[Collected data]
..............................

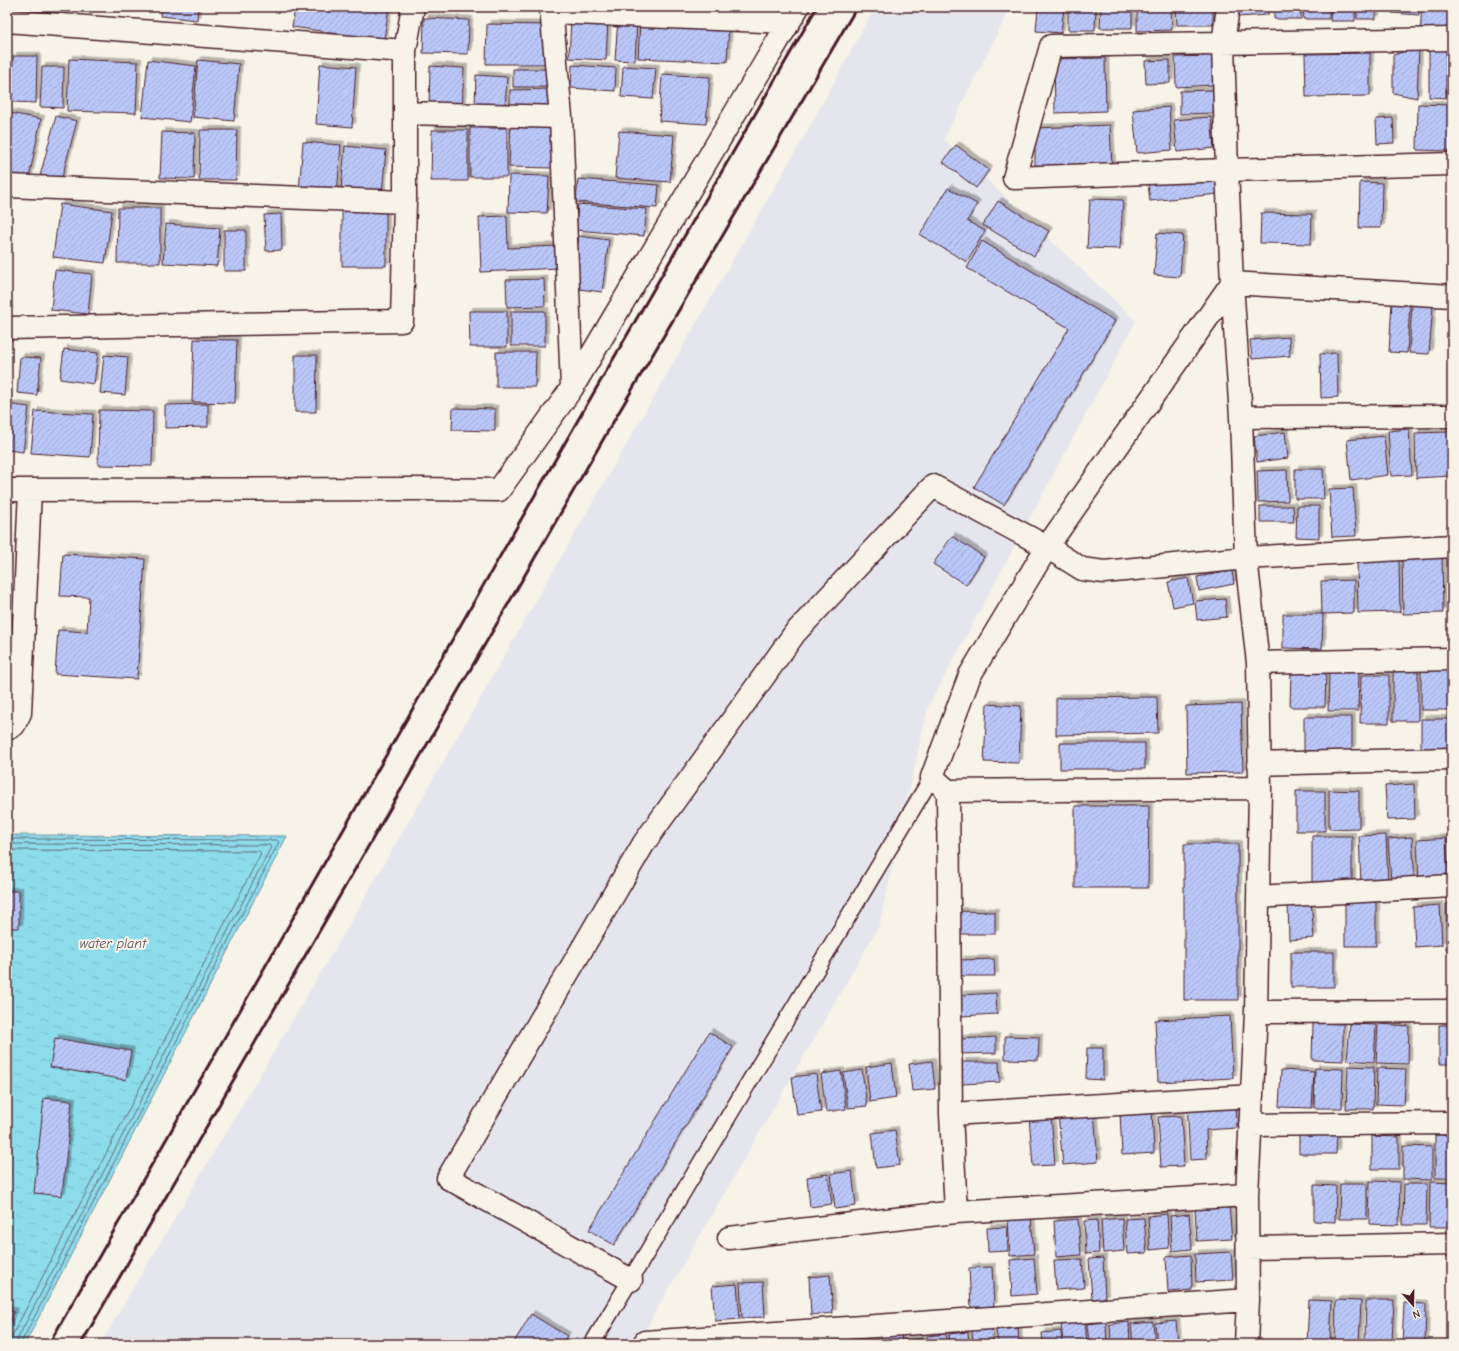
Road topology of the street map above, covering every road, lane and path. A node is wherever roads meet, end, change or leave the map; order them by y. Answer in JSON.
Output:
{"nodes":[{"id":1,"x":413,"y":7,"type":"edge"},
{"id":2,"x":1228,"y":7,"type":"edge"},
{"id":3,"x":551,"y":9,"type":"edge"},
{"id":4,"x":794,"y":14,"type":"edge"},
{"id":5,"x":7,"y":21,"type":"edge"},
{"id":6,"x":1452,"y":39,"type":"edge"},
{"id":7,"x":1223,"y":44,"type":"junction"},
{"id":8,"x":406,"y":51,"type":"junction"},
{"id":9,"x":405,"y":113,"type":"junction"},
{"id":10,"x":561,"y":117,"type":"junction"},
{"id":11,"x":1452,"y":164,"type":"edge"},
{"id":12,"x":1227,"y":170,"type":"junction"},
{"id":13,"x":7,"y":186,"type":"edge"},
{"id":14,"x":406,"y":202,"type":"junction"},
{"id":15,"x":1232,"y":283,"type":"junction"},
{"id":16,"x":1452,"y":296,"type":"edge"},
{"id":17,"x":7,"y":328,"type":"edge"},
{"id":18,"x":572,"y":388,"type":"junction"},
{"id":19,"x":1452,"y":416,"type":"edge"},
{"id":20,"x":1241,"y":417,"type":"junction"},
{"id":21,"x":7,"y":490,"type":"edge"},
{"id":22,"x":30,"y":490,"type":"junction"},
{"id":23,"x":1452,"y":546,"type":"edge"},
{"id":24,"x":1047,"y":547,"type":"junction"},
{"id":25,"x":1246,"y":558,"type":"junction"},
{"id":26,"x":1452,"y":659,"type":"edge"},
{"id":27,"x":1258,"y":663,"type":"junction"},
{"id":28,"x":7,"y":729,"type":"edge"},
{"id":29,"x":1452,"y":759,"type":"edge"},
{"id":30,"x":1259,"y":764,"type":"junction"},
{"id":31,"x":932,"y":777,"type":"junction"},
{"id":32,"x":1260,"y":788,"type":"junction"},
{"id":33,"x":948,"y":791,"type":"junction"},
{"id":34,"x":1452,"y":886,"type":"edge"},
{"id":35,"x":1258,"y":897,"type":"junction"},
{"id":36,"x":1452,"y":1011,"type":"edge"},
{"id":37,"x":1256,"y":1012,"type":"junction"},
{"id":38,"x":1252,"y":1096,"type":"junction"},
{"id":39,"x":951,"y":1114,"type":"junction"},
{"id":40,"x":1452,"y":1123,"type":"edge"},
{"id":41,"x":1250,"y":1125,"type":"junction"},
{"id":42,"x":1247,"y":1194,"type":"junction"},
{"id":43,"x":956,"y":1212,"type":"junction"},
{"id":44,"x":729,"y":1238,"type":"dead end"},
{"id":45,"x":1452,"y":1244,"type":"edge"},
{"id":46,"x":1248,"y":1248,"type":"junction"},
{"id":47,"x":631,"y":1280,"type":"junction"},
{"id":48,"x":1248,"y":1300,"type":"junction"},
{"id":49,"x":645,"y":1342,"type":"dead end"},
{"id":50,"x":592,"y":1344,"type":"edge"},
{"id":51,"x":1246,"y":1344,"type":"edge"}],
"edges":[{"from":1,"to":8,"type":"street"},
{"from":2,"to":7,"type":"street"},
{"from":3,"to":4,"type":"street"},
{"from":3,"to":10,"type":"street"},
{"from":4,"to":18,"type":"street"},
{"from":5,"to":8,"type":"street"},
{"from":6,"to":7,"type":"street"},
{"from":7,"to":12,"type":"street"},
{"from":7,"to":12,"type":"street"},
{"from":8,"to":9,"type":"street"},
{"from":9,"to":10,"type":"street"},
{"from":9,"to":14,"type":"street"},
{"from":10,"to":18,"type":"street"},
{"from":11,"to":12,"type":"street"},
{"from":12,"to":15,"type":"street"},
{"from":13,"to":14,"type":"street"},
{"from":14,"to":17,"type":"street"},
{"from":15,"to":16,"type":"street"},
{"from":15,"to":20,"type":"street"},
{"from":15,"to":24,"type":"street"},
{"from":18,"to":22,"type":"street"},
{"from":19,"to":20,"type":"street"},
{"from":20,"to":25,"type":"street"},
{"from":21,"to":22,"type":"street"},
{"from":22,"to":28,"type":"street"},
{"from":23,"to":25,"type":"street"},
{"from":24,"to":25,"type":"street"},
{"from":24,"to":31,"type":"street"},
{"from":24,"to":47,"type":"street"},
{"from":25,"to":27,"type":"street"},
{"from":26,"to":27,"type":"street"},
{"from":27,"to":30,"type":"street"},
{"from":29,"to":30,"type":"street"},
{"from":30,"to":32,"type":"street"},
{"from":31,"to":33,"type":"street"},
{"from":31,"to":47,"type":"lane"},
{"from":32,"to":33,"type":"street"},
{"from":32,"to":35,"type":"street"},
{"from":33,"to":39,"type":"street"},
{"from":34,"to":35,"type":"street"},
{"from":35,"to":37,"type":"street"},
{"from":36,"to":37,"type":"street"},
{"from":37,"to":38,"type":"street"},
{"from":38,"to":39,"type":"street"},
{"from":38,"to":41,"type":"street"},
{"from":39,"to":43,"type":"street"},
{"from":40,"to":41,"type":"street"},
{"from":41,"to":42,"type":"street"},
{"from":42,"to":43,"type":"street"},
{"from":42,"to":46,"type":"street"},
{"from":43,"to":44,"type":"street"},
{"from":45,"to":46,"type":"street"},
{"from":46,"to":48,"type":"street"},
{"from":47,"to":50,"type":"lane"},
{"from":48,"to":49,"type":"street"},
{"from":48,"to":51,"type":"street"}]}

..............................

Which lines in the data hold the string "lane"? Copy each of them.

> **RESULT BELOW**
Road topology of the street map above, covering every road, lane and path. A node is wherever roads meet, end, change or leave the map; order them by y. Answer in JSON.
{"from":31,"to":47,"type":"lane"},
{"from":47,"to":50,"type":"lane"},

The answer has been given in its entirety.